Additionally, the Court will dismiss Plaintiffs' conspiracy claim. Although a conspiracy may be alleged as a mechanism through which to impose liability on multiple defendants for violations of the constitution and state law, a conspiracy claim fails absent proof of an agreement among the defendants. Montgomery v. Walton, 759 F. App'x 312, 314 (5th Cir. 2019) (a conspiracy claim under Section 1983 requires proof of "an agreement among the alleged co-conspirators to deprive [the plaintiff] of his constitutional rights"); Currier v. Entergy Servs., Inc., No. 11-cv-2208, 2014 WL 4450360, at *2 (E.D. La. Sept. 10, 2014) (Feldman, J.) (a conspiracy claim under Louisiana law requires proof of an agreement to commit an unlawful act).

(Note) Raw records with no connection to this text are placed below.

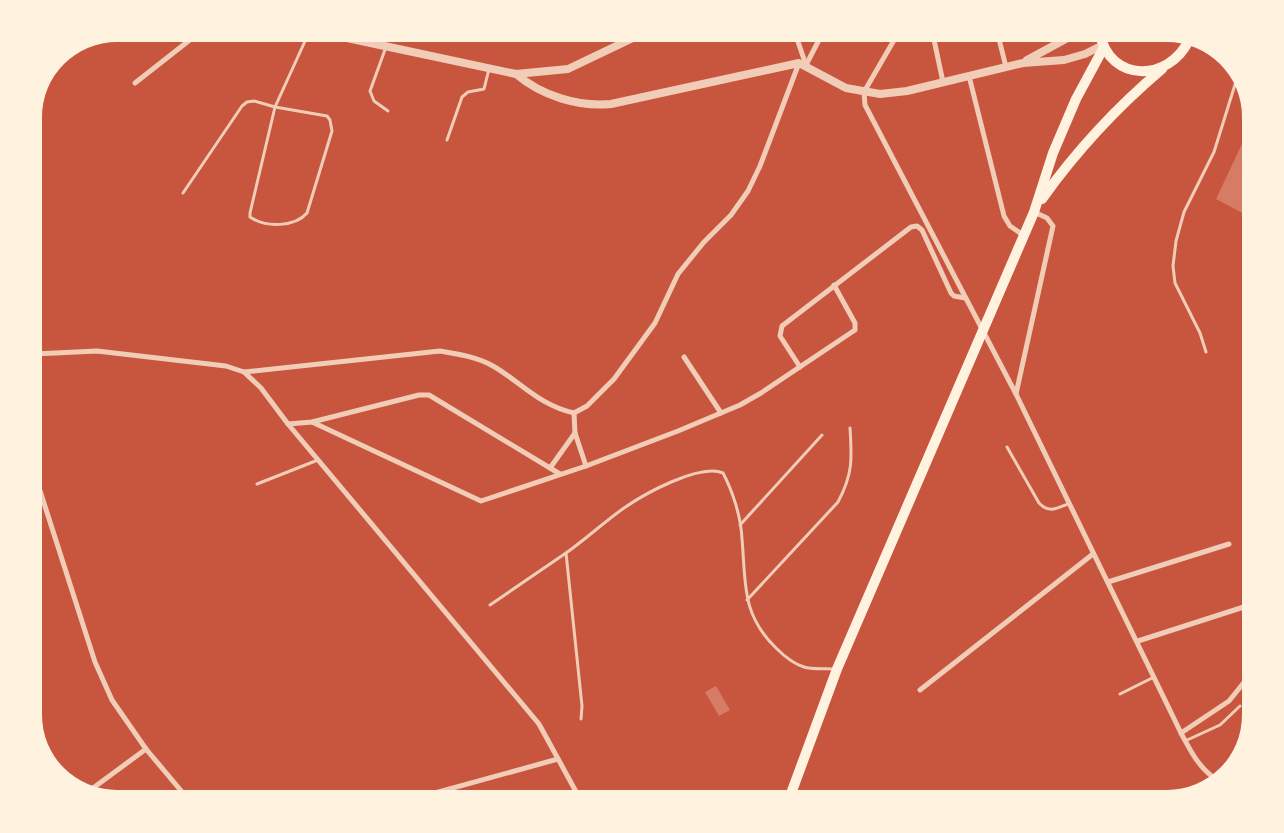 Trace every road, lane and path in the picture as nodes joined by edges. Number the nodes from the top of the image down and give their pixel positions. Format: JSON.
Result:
{"nodes":[{"id":1,"x":186,"y":43,"type":"edge"},
{"id":2,"x":304,"y":43,"type":"edge"},
{"id":3,"x":369,"y":43,"type":"edge"},
{"id":4,"x":622,"y":43,"type":"edge"},
{"id":5,"x":798,"y":43,"type":"edge"},
{"id":6,"x":817,"y":43,"type":"edge"},
{"id":7,"x":892,"y":43,"type":"edge"},
{"id":8,"x":935,"y":43,"type":"edge"},
{"id":9,"x":1000,"y":43,"type":"edge"},
{"id":10,"x":1056,"y":43,"type":"edge"},
{"id":11,"x":1103,"y":43,"type":"edge"},
{"id":12,"x":1186,"y":45,"type":"edge"},
{"id":13,"x":1104,"y":46,"type":"junction"},
{"id":14,"x":386,"y":47,"type":"junction"},
{"id":15,"x":1023,"y":63,"type":"junction"},
{"id":16,"x":803,"y":64,"type":"junction"},
{"id":17,"x":1006,"y":67,"type":"junction"},
{"id":18,"x":489,"y":68,"type":"junction"},
{"id":19,"x":1162,"y":69,"type":"junction"},
{"id":20,"x":516,"y":74,"type":"junction"},
{"id":21,"x":968,"y":76,"type":"junction"},
{"id":22,"x":943,"y":82,"type":"junction"},
{"id":23,"x":135,"y":83,"type":"dead end"},
{"id":24,"x":1234,"y":85,"type":"edge"},
{"id":25,"x":864,"y":92,"type":"junction"},
{"id":26,"x":275,"y":107,"type":"junction"},
{"id":27,"x":388,"y":111,"type":"dead end"},
{"id":28,"x":447,"y":140,"type":"dead end"},
{"id":29,"x":183,"y":193,"type":"dead end"},
{"id":30,"x":1034,"y":210,"type":"junction"},
{"id":31,"x":1024,"y":235,"type":"junction"},
{"id":32,"x":834,"y":286,"type":"junction"},
{"id":33,"x":965,"y":298,"type":"junction"},
{"id":34,"x":983,"y":331,"type":"junction"},
{"id":35,"x":1206,"y":352,"type":"dead end"},
{"id":36,"x":43,"y":354,"type":"edge"},
{"id":37,"x":684,"y":357,"type":"dead end"},
{"id":38,"x":800,"y":367,"type":"junction"},
{"id":39,"x":244,"y":372,"type":"junction"},
{"id":40,"x":1016,"y":394,"type":"junction"},
{"id":41,"x":574,"y":413,"type":"junction"},
{"id":42,"x":722,"y":413,"type":"junction"},
{"id":43,"x":312,"y":422,"type":"junction"},
{"id":44,"x":288,"y":424,"type":"junction"},
{"id":45,"x":850,"y":428,"type":"dead end"},
{"id":46,"x":575,"y":433,"type":"junction"},
{"id":47,"x":822,"y":435,"type":"dead end"},
{"id":48,"x":1007,"y":448,"type":"dead end"},
{"id":49,"x":318,"y":460,"type":"junction"},
{"id":50,"x":586,"y":466,"type":"junction"},
{"id":51,"x":550,"y":468,"type":"junction"},
{"id":52,"x":560,"y":474,"type":"junction"},
{"id":53,"x":257,"y":484,"type":"dead end"},
{"id":54,"x":43,"y":500,"type":"edge"},
{"id":55,"x":1068,"y":504,"type":"junction"},
{"id":56,"x":740,"y":524,"type":"junction"},
{"id":57,"x":1230,"y":544,"type":"dead end"},
{"id":58,"x":566,"y":553,"type":"junction"},
{"id":59,"x":1093,"y":554,"type":"junction"},
{"id":60,"x":1108,"y":582,"type":"junction"},
{"id":61,"x":747,"y":600,"type":"junction"},
{"id":62,"x":490,"y":605,"type":"dead end"},
{"id":63,"x":1242,"y":608,"type":"edge"},
{"id":64,"x":1138,"y":641,"type":"junction"},
{"id":65,"x":838,"y":669,"type":"junction"},
{"id":66,"x":1154,"y":677,"type":"junction"},
{"id":67,"x":1242,"y":685,"type":"edge"},
{"id":68,"x":920,"y":690,"type":"dead end"},
{"id":69,"x":1120,"y":694,"type":"dead end"},
{"id":70,"x":1240,"y":706,"type":"dead end"},
{"id":71,"x":581,"y":719,"type":"dead end"},
{"id":72,"x":1181,"y":733,"type":"junction"},
{"id":73,"x":1185,"y":741,"type":"junction"},
{"id":74,"x":146,"y":749,"type":"junction"},
{"id":75,"x":558,"y":759,"type":"junction"},
{"id":76,"x":1210,"y":776,"type":"edge"},
{"id":77,"x":95,"y":787,"type":"edge"},
{"id":78,"x":180,"y":790,"type":"edge"},
{"id":79,"x":446,"y":790,"type":"edge"},
{"id":80,"x":575,"y":790,"type":"edge"},
{"id":81,"x":792,"y":790,"type":"edge"}],
"edges":[{"from":1,"to":23,"type":"street"},
{"from":2,"to":26,"type":"lane"},
{"from":3,"to":14,"type":"street"},
{"from":4,"to":20,"type":"street"},
{"from":5,"to":16,"type":"street"},
{"from":6,"to":16,"type":"street"},
{"from":7,"to":25,"type":"street"},
{"from":8,"to":22,"type":"street"},
{"from":9,"to":17,"type":"street"},
{"from":10,"to":15,"type":"street"},
{"from":11,"to":13,"type":"highway"},
{"from":12,"to":19,"type":"highway"},
{"from":13,"to":15,"type":"street"},
{"from":13,"to":19,"type":"highway"},
{"from":13,"to":30,"type":"highway"},
{"from":14,"to":18,"type":"street"},
{"from":14,"to":27,"type":"lane"},
{"from":15,"to":17,"type":"street"},
{"from":16,"to":20,"type":"street"},
{"from":16,"to":25,"type":"street"},
{"from":16,"to":41,"type":"street"},
{"from":17,"to":21,"type":"street"},
{"from":18,"to":20,"type":"street"},
{"from":18,"to":28,"type":"lane"},
{"from":19,"to":30,"type":"highway"},
{"from":21,"to":22,"type":"street"},
{"from":21,"to":31,"type":"street"},
{"from":22,"to":25,"type":"street"},
{"from":24,"to":35,"type":"lane"},
{"from":25,"to":33,"type":"street"},
{"from":26,"to":26,"type":"lane"},
{"from":26,"to":29,"type":"lane"},
{"from":30,"to":31,"type":"highway"},
{"from":30,"to":40,"type":"street"},
{"from":31,"to":34,"type":"highway"},
{"from":32,"to":33,"type":"street"},
{"from":32,"to":38,"type":"street"},
{"from":32,"to":38,"type":"street"},
{"from":33,"to":34,"type":"street"},
{"from":34,"to":40,"type":"street"},
{"from":34,"to":65,"type":"highway"},
{"from":36,"to":39,"type":"street"},
{"from":37,"to":42,"type":"street"},
{"from":38,"to":42,"type":"street"},
{"from":39,"to":41,"type":"street"},
{"from":39,"to":44,"type":"street"},
{"from":40,"to":55,"type":"street"},
{"from":41,"to":46,"type":"street"},
{"from":42,"to":50,"type":"street"},
{"from":43,"to":44,"type":"street"},
{"from":43,"to":51,"type":"street"},
{"from":43,"to":52,"type":"street"},
{"from":44,"to":49,"type":"street"},
{"from":45,"to":61,"type":"lane"},
{"from":46,"to":50,"type":"street"},
{"from":46,"to":51,"type":"street"},
{"from":47,"to":56,"type":"lane"},
{"from":48,"to":55,"type":"lane"},
{"from":49,"to":53,"type":"lane"},
{"from":49,"to":75,"type":"street"},
{"from":50,"to":52,"type":"street"},
{"from":51,"to":52,"type":"street"},
{"from":54,"to":74,"type":"street"},
{"from":55,"to":59,"type":"street"},
{"from":56,"to":58,"type":"lane"},
{"from":56,"to":61,"type":"lane"},
{"from":57,"to":60,"type":"street"},
{"from":58,"to":62,"type":"lane"},
{"from":58,"to":71,"type":"lane"},
{"from":59,"to":60,"type":"street"},
{"from":59,"to":68,"type":"street"},
{"from":60,"to":64,"type":"street"},
{"from":61,"to":65,"type":"lane"},
{"from":63,"to":64,"type":"street"},
{"from":64,"to":66,"type":"street"},
{"from":65,"to":81,"type":"highway"},
{"from":66,"to":69,"type":"lane"},
{"from":66,"to":72,"type":"street"},
{"from":67,"to":72,"type":"street"},
{"from":70,"to":73,"type":"lane"},
{"from":72,"to":73,"type":"street"},
{"from":73,"to":76,"type":"street"},
{"from":74,"to":77,"type":"street"},
{"from":74,"to":78,"type":"street"},
{"from":75,"to":79,"type":"street"},
{"from":75,"to":80,"type":"street"}]}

The SAC alleges in a single sentence, without elaboration, that "[a]t all times relevant hereto, all Defendants acted in concert and conspiracy and were jointly and severally responsible for the harms caused to Plaintiffs." (Doc. 41 at ¶ 3). There are no allegations whatsoever to establish that the Defendants specifically agreed to violate Plaintiffs' rights under federal or state law. Accordingly, Plaintiffs' purported conspiracy claim will also be dismissed.
d. Defendants fail to properly assert a qualified immunity defense
Generally, "adjudication of qualified immunity claims should occur at the earliest possible stage in litigation." McClendon v. City of Columbia, 305 F.3d 314, 323 (5th Cir. 2002). In the opening pages of their Motion to Dismiss, Defendants reference qualified immunity, asserting that the John Doe Officers are shielded from liability because their conduct was "not objectively unreasonable," and because "the officers' handling of this traffic stop was [not] so obviously violative of anyone's constitutional rights." (See Doc. 33-1 at 16-17). Beyond these early references, however, Defendants fail to mention qualified immunity, much less brief the issue.
"Generally speaking, a defendant waives an issue if he fails to adequately brief it." United States v. Martinez, 263 F.3d 436, 438 (5th Cir. 2001). Moreover, this Court's Local Rules require that parties support their arguments with "a concise statement of reasons ... and citations of authorities." M.D. La. LR 7(d). Here, Defendants fail to provide any argument or authorities whatsoever to support application of qualified immunity at this stage. "[T]he Court will not speculate on arguments that have not been advanced," or attempt to develop arguments on Defendants' behalf. See Evans v. Mgmt. & Training Corp., No. 15-cv-770, 2017 WL 78803, at *3 (S.D. Miss. Jan. 6, 2017) (Jordan, J.). Pursuant to the Court's Local Rules, and consistent with the general rule that a party's failure to adequately brief an issue acts as a waiver, the Court determines that Defendants have waived a qualified immunity defense at this stage.
ii. Plaintiffs' Constitutional Claims
The SAC alleges three constitutional violations resulting from the December 24, 2018 encounter with the John Doe Officers: (1) Robert Gray and Jacob Gray suffered excessive force, (Doc. 41 at ¶¶ 38-65, 115-127); (2) Jacob Gray was deprived of his right to record police activities, and suffered retaliation as a result of his attempts to record policies activities, (id. at ¶¶ 74-114); and (3) Jacob Gray suffered an unlawful search and seizure when the Officers took his cellphone and attempted to delete his video without first obtaining a warrant. (id. at ¶¶ 128-37). Plaintiffs further allege that each of these violations occurred as the result of the City's failure to properly screen, train, and supervise the John Doe Officers. (Id. at ¶¶ 66-67, 138-39).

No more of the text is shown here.